## REQUIREMENT
Go through the entries below and give the number of lines that have the string "Cañeras", and only that.

## Saved data entries
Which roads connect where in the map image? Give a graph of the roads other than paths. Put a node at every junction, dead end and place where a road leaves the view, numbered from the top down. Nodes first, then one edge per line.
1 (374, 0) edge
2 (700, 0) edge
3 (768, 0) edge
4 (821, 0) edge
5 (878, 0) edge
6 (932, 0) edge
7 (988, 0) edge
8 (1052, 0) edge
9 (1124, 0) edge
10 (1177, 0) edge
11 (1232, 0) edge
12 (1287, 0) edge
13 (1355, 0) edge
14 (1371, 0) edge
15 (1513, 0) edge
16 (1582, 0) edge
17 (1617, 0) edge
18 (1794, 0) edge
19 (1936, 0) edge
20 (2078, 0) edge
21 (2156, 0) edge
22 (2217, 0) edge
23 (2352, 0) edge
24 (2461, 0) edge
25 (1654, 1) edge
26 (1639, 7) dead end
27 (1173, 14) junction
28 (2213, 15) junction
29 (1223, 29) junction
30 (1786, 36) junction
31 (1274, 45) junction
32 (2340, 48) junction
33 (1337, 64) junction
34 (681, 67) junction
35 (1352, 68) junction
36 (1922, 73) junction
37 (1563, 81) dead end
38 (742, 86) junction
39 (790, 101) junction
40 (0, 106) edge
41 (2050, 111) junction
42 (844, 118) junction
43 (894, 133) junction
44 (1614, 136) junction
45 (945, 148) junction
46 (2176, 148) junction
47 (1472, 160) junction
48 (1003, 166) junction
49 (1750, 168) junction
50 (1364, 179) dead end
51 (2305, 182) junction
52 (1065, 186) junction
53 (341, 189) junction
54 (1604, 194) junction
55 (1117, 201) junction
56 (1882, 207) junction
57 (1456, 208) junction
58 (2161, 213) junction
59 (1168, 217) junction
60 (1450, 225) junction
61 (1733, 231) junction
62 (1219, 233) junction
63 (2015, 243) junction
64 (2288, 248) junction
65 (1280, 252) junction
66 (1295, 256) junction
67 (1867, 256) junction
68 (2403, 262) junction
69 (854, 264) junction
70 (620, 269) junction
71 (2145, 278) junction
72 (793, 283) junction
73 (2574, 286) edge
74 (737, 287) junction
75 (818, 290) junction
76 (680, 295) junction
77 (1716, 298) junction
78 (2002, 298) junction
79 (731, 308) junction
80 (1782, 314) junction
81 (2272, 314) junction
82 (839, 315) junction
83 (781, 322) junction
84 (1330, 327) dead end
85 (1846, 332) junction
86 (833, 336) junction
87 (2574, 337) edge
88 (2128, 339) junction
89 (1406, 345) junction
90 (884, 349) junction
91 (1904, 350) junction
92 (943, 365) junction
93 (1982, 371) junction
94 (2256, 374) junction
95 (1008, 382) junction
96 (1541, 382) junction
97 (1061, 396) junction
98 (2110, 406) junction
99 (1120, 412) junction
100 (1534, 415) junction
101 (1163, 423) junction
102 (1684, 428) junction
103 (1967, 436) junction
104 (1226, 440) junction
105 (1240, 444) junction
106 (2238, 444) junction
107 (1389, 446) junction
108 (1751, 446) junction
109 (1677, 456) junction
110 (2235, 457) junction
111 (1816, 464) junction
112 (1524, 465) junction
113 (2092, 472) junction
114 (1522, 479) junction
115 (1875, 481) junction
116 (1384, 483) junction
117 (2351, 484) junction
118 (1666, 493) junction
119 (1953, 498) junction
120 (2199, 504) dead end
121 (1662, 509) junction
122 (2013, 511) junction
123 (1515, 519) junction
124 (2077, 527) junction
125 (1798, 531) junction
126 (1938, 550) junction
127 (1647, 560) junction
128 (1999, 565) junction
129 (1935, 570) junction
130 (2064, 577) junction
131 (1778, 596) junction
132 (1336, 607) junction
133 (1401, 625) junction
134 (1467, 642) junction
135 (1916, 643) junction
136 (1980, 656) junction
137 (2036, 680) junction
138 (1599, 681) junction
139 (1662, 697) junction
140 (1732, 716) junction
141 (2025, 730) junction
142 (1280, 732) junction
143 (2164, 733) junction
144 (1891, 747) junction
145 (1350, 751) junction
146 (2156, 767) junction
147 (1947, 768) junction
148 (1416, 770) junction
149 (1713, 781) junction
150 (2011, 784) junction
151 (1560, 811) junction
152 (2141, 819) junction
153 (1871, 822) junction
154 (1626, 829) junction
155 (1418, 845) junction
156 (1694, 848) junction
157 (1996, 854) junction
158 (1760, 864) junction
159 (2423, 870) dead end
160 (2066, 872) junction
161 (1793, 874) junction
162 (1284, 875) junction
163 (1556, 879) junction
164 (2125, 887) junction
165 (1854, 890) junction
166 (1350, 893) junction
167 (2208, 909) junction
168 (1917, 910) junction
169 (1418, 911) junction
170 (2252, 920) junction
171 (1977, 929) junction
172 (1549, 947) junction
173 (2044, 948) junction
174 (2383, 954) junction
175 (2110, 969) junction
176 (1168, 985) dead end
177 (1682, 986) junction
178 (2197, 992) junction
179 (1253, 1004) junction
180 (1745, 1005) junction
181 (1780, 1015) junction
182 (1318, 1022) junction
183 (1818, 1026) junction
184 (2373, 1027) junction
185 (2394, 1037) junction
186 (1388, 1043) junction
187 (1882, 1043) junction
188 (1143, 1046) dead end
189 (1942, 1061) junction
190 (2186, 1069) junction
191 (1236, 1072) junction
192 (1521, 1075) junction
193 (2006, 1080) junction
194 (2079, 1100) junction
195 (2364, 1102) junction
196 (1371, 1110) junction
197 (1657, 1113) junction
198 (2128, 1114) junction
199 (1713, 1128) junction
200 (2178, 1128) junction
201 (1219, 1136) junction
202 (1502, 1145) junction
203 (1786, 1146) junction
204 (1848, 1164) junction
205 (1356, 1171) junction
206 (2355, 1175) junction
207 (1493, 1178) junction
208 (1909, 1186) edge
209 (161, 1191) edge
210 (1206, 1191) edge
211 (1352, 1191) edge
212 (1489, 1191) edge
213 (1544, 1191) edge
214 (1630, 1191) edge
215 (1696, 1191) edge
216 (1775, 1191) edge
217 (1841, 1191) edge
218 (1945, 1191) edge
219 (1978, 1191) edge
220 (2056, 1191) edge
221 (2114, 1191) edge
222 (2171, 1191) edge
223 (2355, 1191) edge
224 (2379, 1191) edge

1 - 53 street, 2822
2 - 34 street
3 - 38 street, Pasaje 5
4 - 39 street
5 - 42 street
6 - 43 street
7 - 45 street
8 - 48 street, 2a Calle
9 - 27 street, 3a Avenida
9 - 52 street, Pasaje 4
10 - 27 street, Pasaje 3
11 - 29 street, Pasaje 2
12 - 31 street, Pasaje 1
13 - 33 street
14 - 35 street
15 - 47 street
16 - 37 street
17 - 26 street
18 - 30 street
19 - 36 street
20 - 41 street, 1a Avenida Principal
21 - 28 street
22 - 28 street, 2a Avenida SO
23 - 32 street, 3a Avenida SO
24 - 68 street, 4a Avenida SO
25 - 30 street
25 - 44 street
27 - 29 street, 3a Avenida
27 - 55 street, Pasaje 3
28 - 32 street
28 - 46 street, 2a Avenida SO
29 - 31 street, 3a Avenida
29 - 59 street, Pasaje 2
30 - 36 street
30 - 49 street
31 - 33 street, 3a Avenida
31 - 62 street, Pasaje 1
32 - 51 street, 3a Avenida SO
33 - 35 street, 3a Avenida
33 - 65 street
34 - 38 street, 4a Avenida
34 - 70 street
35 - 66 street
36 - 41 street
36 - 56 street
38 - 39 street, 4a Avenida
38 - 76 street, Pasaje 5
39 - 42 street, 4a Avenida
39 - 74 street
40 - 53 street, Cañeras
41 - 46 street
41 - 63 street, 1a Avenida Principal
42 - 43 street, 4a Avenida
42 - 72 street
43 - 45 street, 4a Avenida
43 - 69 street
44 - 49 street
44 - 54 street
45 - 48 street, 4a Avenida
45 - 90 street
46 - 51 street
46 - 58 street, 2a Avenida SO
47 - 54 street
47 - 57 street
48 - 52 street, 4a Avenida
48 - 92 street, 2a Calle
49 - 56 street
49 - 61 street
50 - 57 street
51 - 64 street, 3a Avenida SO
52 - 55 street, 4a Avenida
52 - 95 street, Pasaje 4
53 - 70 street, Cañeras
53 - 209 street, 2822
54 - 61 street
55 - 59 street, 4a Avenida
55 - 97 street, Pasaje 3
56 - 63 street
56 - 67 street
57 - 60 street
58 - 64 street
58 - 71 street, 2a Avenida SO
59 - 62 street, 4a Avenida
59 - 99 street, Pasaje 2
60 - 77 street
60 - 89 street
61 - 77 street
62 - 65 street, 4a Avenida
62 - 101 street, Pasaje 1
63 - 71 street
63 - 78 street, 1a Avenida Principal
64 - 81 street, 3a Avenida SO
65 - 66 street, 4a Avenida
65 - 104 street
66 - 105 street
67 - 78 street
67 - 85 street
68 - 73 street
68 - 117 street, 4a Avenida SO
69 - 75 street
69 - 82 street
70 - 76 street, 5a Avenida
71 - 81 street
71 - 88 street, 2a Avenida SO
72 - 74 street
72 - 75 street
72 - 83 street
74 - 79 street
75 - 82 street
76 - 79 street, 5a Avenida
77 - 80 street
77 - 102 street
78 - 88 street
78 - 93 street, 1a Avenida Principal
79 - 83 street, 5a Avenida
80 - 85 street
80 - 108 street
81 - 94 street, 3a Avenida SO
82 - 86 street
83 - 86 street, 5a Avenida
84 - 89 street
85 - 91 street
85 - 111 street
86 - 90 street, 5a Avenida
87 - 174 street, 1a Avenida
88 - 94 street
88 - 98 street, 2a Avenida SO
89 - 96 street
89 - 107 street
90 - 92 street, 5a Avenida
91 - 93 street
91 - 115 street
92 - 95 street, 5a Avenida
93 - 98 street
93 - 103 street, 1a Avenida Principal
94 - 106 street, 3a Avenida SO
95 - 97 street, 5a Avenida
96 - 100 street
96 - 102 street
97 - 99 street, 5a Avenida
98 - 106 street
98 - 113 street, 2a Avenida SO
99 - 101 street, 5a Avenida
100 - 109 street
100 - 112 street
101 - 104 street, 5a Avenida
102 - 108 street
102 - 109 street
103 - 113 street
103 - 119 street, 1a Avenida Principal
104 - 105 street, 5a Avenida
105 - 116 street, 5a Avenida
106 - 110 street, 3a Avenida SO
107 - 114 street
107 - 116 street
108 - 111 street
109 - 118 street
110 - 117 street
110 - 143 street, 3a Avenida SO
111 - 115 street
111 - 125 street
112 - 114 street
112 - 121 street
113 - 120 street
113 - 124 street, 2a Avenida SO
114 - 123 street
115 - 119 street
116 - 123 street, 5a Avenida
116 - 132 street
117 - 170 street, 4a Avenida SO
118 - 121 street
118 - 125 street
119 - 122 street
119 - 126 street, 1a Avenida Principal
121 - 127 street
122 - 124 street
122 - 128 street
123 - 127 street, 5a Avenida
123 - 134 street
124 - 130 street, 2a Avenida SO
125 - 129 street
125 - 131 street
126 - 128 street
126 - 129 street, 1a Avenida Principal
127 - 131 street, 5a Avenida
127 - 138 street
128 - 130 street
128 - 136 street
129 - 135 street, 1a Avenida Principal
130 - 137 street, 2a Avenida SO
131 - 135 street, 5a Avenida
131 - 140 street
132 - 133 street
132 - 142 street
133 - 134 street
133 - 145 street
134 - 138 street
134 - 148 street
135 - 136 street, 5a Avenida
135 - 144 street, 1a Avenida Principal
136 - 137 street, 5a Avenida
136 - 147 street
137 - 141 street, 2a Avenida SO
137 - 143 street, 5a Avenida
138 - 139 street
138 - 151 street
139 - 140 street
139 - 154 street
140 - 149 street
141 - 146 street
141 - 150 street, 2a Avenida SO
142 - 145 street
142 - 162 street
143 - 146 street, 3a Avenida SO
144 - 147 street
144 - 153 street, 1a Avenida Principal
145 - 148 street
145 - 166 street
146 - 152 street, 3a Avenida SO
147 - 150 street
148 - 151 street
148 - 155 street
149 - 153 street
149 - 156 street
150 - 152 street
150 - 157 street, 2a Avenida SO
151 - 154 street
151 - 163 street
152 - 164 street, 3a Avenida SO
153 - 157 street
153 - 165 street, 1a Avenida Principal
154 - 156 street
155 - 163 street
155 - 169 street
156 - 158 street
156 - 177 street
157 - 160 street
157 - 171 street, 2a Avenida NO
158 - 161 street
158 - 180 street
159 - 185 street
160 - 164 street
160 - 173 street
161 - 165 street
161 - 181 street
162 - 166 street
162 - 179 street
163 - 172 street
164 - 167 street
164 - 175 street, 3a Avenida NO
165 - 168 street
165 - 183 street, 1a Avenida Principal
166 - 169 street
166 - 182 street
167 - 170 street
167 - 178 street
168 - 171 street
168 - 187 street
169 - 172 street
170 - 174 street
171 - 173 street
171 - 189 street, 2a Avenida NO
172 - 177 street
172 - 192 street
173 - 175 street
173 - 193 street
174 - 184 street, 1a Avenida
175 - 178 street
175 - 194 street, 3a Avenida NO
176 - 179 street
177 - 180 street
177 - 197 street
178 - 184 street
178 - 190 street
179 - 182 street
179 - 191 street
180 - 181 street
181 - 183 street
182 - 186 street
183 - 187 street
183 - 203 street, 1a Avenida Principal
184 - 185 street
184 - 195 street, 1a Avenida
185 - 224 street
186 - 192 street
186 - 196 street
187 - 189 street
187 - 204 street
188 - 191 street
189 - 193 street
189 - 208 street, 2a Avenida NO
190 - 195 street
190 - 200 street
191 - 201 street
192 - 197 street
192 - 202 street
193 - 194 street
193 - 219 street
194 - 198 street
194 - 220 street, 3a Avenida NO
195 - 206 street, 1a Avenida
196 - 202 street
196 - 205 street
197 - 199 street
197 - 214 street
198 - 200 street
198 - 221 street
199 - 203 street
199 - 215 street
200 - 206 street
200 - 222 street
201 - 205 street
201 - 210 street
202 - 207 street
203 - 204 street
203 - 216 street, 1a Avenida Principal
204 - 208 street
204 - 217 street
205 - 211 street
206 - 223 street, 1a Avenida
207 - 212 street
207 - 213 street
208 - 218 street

## COMPLETED EXERCISE
2